Mas não nos iludamos. A desmontagem do bolsonarismo, fenômeno que certamente vai muito além de Bolsonaro, é projeto de autodefesa democrática no limite viável. Coisa qualitativamente diferente, porque o animal é de outra espécie e de outro porte, é fazer frente ao neoliberalismo. Derrotado Bolsonaro, a esquerda terá de se voltar para o mal maior, mal que antecede o atual governo e que, em última instância, será apenas arranhado pela derrota eleitoral de um aliado de ocasião. O inimigo mais forte é e sempre foi o neoliberalismo, cujo certificado de batismo mais recente é a Ponte para o Futuro. Sem essa definição precisa de inimigo estratégico, e decorrentes práticas, qualquer tentativa de levar avante um programa de esquerda que não se esgote na transformação de tudo o que é secundário estará arriscando ser reduzida a mero voto piedoso. E todos sabemos bem que no conflito entre os votos do coração e o poder altamente concentrado que orienta o curso real do mundo, a vitória invariavelmente consagra a vigência dos interesses materiais dominantes.

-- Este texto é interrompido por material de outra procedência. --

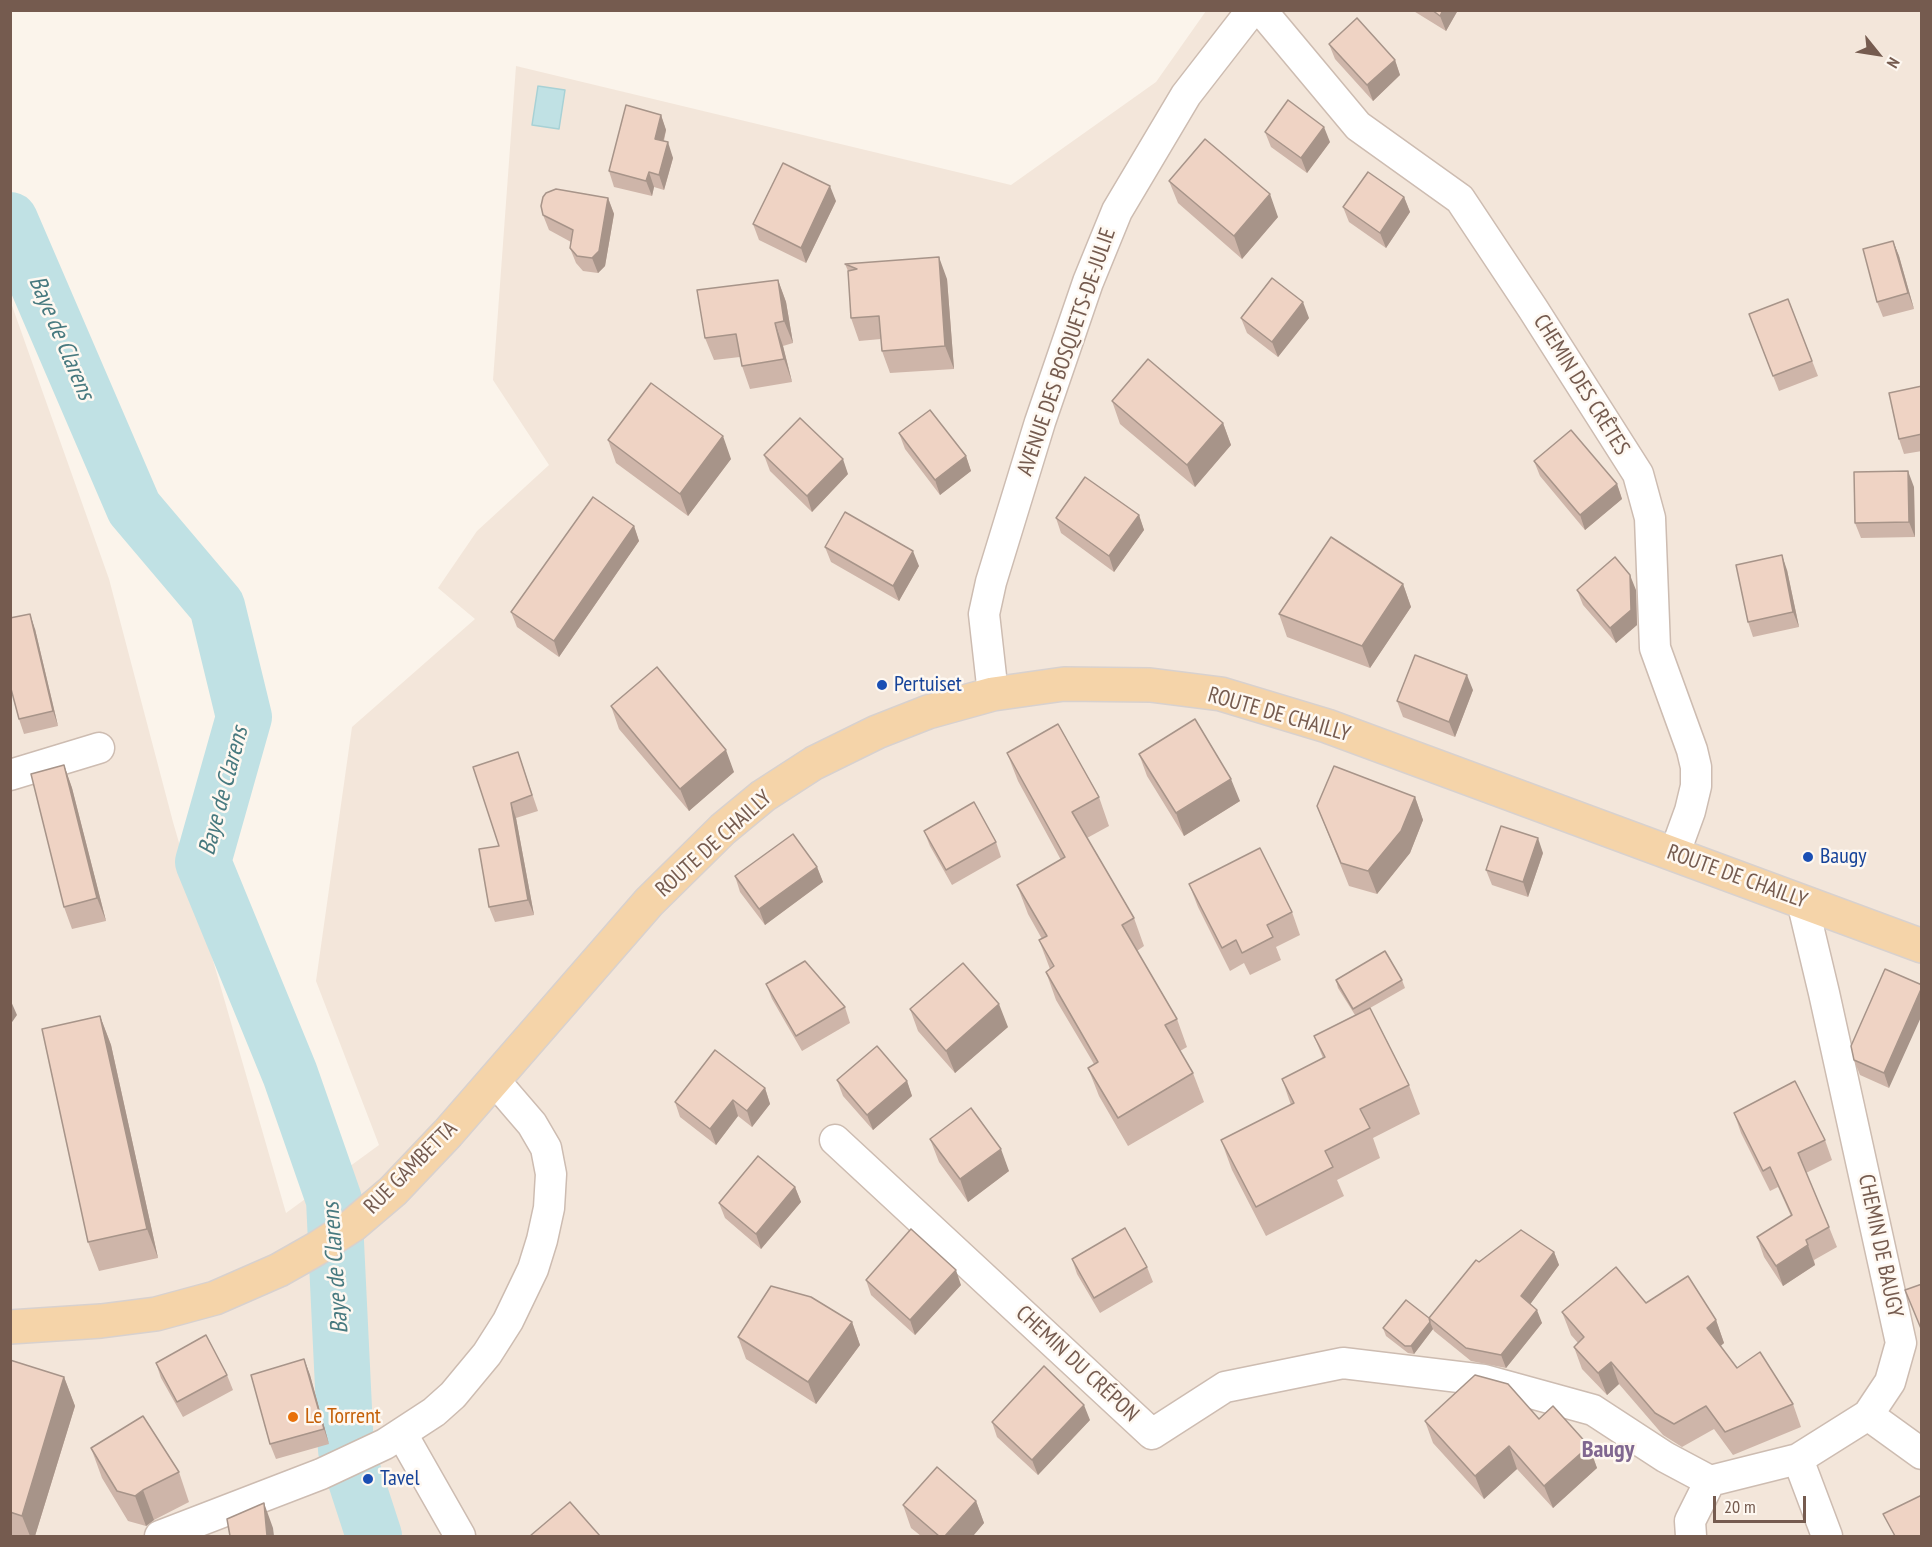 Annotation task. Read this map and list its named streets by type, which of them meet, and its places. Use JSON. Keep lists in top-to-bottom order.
{
  "streets": {
    "main road": ["ROUTE DE CHAILLY", "RUE GAMBETTA"],
    "street": [
      "AVENUE DES BOSQUETS-DE-JULIE",
      "CHEMIN DES CRÊTES",
      "CHEMIN DE BAUGY",
      "CHEMIN DU CRÉPON"
    ]
  },
  "crossings": [
    ["AVENUE DES BOSQUETS-DE-JULIE", "ROUTE DE CHAILLY"],
    ["CHEMIN DES CRÊTES", "ROUTE DE CHAILLY"],
    ["ROUTE DE CHAILLY", "RUE GAMBETTA"],
    ["ROUTE DE CHAILLY", "CHEMIN DE BAUGY"],
    ["CHEMIN DE BAUGY", "CHEMIN DU CRÉPON"]
  ],
  "districts": ["Baugy"],
  "water": ["Baye de Clarens"],
  "places": [
    "Pertuiset",
    "Baugy",
    "Le Torrent",
    "Tavel"
  ],
  "scale_bar": "20 m",
  "north": "bottom right"
}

Concluo com subjetiva certeza: caso o futuro governo petista continue se orientando por uma versão, atualizada que seja de reformismo fraco, que inclusive tende a se tornar fraquíssimo, decerto caminharemos para outro fracasso, provavelmente num ritmo mais acelerado. Sem quebrar o ferrolho neoliberal, quase nada poderá ser feito de historicamente relevante. E o pouco que for feito, por mais que pareça imenso quando contrastado com a miséria da nossa situação e a situação de nossa miséria, nos levará a um beco sem saída. Em respeitando o ferrolho, das duas, uma: se a operação parecer bem-sucedida, garantirá no essencial os interesses de ambos os partidos da ordem. Caso contrário, será pretexto para novo golpe. Então, como no verso de João Cabral, “o feito o foi para ninguém”.

O ferrolho neoliberal, metáfora, símbolo e formulação sintética da atual estratégia política das frações todas da classe dominante. Sua continuada vigência consagra a dominação burguesa sobre as classes trabalhadoras, sobre todos os setores e movimentos populares, sobre a imensa maioria do povo brasileiro depositado nas cidades e em suas periferias, enquanto que, também a cada dia, os trabalhadores sem terra, os pequenos proprietários rurais, as comunidades quilombolas, os pantaneiros, os povos da floresta e os povos indígenas continuam, contra vento e maré, exercitando formas de resistência que lhes assegurem mais do que a mera sobrevivência.

*Tadeu Valadares é embaixador aposentado.

Palestra pronunciada em reunião do Observatório Político da Comissão Brasileira Justiça e Paz.